When performing a malware scan, you have several options. You can either choose to scan individual files, or you can scan the entire contents of the device. Scanning individual files or folders went off without a hitch, but whenever I would attempt to do a comprehensive scan of the entire device the app would take forever to complete. Attempting to cancel a scan would occasionally lead to the app locking up, leaving me to force close the app from within the phone settings.
Curiously enough, there is also an option to run a “spyware scan”, but tapping on this option would immediately throw up text that said my phone was free of spyware. It’s not completely clear on how this differs from a regular phone scan, but something tells me that the app isn’t doing a second scan for more malware.
The Backup and restore feature is rather straightforward, and was relatively painless.

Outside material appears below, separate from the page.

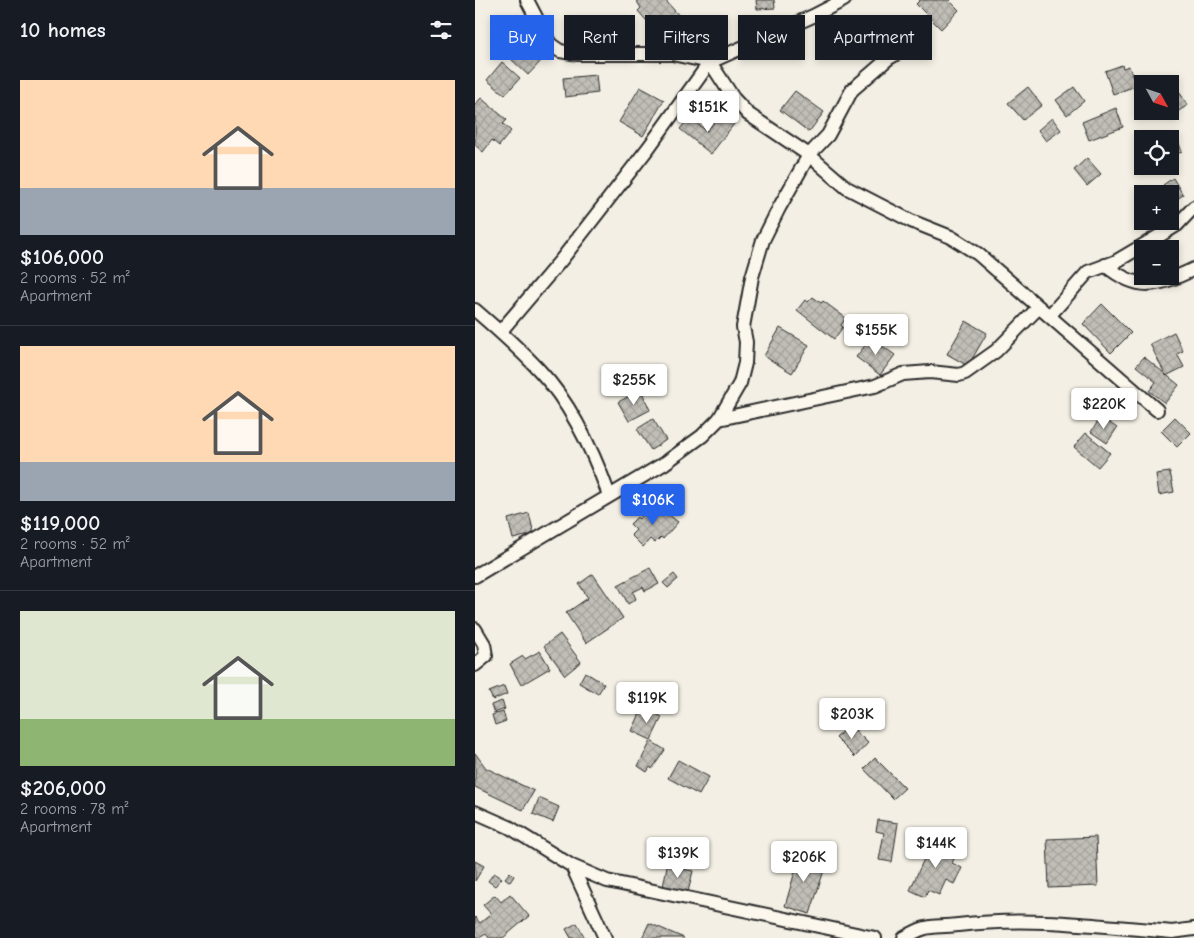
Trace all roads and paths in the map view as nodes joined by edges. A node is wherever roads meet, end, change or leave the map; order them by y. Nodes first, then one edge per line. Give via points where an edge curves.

On the other hand, I found no way to adjust the call and SMS blocking filters to block calls or texts from certain numbers. At first I thought that they were only adjustable through Total Defense’s Web portal, but after digging through the web interface for a few hours I couldn’t find any such feature.
You can use the aforementioned Web interface to remotely lock, wipe, or locate your device if it goes missing. Locking the phone was simple enough, but whenever I would try to locate the device I would get a map of Alaska. I tried this on both Firefox and Chrome, and ended up getting the same result each time.
The web interface does have a few positives: You can view recently received text messages and calls, as well as any photos that have been taken with the phone. Having the ability to remotely backup and restore you device is nice, and really handy for managing your device remotely.
The Total Defense Mobile Security app shows a lot of promise especially when it comes to its stellar remote backup and restore capabilities. However, as it currently stands, it’s hard to justify spending $50 on a one year license for a security app that feels a bit half-baked. If you are looking for a mobile security suite, and don’t mind paying for a yearly license, I would suggest checking out either Webroot or Trend Micro’s mobile offerings instead. As it stands, Total Defense’s Mobile Security app needs some more time in the oven before I could really recommend it to anyone.